Assignment:
Each line of the data that mentions the string "Church" needs to be identified and copied.

Data listing:
--- --- ---

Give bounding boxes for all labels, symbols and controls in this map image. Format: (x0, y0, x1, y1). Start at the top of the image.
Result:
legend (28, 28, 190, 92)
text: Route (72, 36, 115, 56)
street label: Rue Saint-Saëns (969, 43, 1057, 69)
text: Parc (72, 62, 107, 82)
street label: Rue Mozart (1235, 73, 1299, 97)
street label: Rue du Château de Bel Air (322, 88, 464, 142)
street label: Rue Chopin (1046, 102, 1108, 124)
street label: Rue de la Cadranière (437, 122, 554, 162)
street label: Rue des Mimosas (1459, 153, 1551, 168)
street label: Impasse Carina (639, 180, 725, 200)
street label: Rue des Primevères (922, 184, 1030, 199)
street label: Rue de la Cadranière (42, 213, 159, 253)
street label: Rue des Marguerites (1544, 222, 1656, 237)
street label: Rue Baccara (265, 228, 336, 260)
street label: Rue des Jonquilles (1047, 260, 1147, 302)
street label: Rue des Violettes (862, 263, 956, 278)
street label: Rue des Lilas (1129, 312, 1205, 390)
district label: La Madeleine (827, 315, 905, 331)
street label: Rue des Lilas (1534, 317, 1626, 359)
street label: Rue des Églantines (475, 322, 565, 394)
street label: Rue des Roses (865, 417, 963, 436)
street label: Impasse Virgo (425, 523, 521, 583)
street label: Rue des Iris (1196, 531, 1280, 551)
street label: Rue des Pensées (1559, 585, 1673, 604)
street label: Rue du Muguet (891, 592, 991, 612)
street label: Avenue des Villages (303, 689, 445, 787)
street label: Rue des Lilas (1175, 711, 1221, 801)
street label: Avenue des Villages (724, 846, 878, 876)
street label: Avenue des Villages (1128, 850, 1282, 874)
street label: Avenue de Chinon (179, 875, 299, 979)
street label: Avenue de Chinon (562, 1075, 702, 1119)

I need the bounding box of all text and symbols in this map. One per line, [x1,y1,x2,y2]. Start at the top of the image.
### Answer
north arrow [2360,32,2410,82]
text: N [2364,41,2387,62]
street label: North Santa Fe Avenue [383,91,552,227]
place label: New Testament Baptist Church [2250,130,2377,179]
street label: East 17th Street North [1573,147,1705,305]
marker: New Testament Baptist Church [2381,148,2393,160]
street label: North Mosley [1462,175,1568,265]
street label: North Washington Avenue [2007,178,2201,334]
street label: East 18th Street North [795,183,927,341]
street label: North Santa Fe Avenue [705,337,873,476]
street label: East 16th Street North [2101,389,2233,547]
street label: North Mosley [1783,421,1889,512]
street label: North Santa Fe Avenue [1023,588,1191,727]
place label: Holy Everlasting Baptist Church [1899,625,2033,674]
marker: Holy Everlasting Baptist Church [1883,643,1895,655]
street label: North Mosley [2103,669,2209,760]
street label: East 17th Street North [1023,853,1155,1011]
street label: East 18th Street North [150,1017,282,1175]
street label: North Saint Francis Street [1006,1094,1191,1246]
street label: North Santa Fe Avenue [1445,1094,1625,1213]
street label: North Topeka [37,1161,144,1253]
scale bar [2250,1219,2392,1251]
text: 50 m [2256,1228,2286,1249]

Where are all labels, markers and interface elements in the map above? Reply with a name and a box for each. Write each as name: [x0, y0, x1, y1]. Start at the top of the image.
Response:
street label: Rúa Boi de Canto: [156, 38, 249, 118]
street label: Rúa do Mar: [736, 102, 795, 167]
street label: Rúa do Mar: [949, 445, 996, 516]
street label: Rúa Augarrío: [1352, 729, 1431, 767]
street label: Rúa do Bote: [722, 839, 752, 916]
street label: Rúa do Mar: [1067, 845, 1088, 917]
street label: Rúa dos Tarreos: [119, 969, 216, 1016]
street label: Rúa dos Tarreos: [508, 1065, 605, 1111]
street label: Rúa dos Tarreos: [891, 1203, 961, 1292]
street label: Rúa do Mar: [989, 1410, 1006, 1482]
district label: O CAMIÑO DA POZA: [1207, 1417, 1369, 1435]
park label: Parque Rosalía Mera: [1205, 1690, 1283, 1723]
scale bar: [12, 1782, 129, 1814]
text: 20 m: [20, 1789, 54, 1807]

--- --- ---

Reply:
place label: New Testament Baptist Church [2250,130,2377,179]
marker: New Testament Baptist Church [2381,148,2393,160]
place label: Holy Everlasting Baptist Church [1899,625,2033,674]
marker: Holy Everlasting Baptist Church [1883,643,1895,655]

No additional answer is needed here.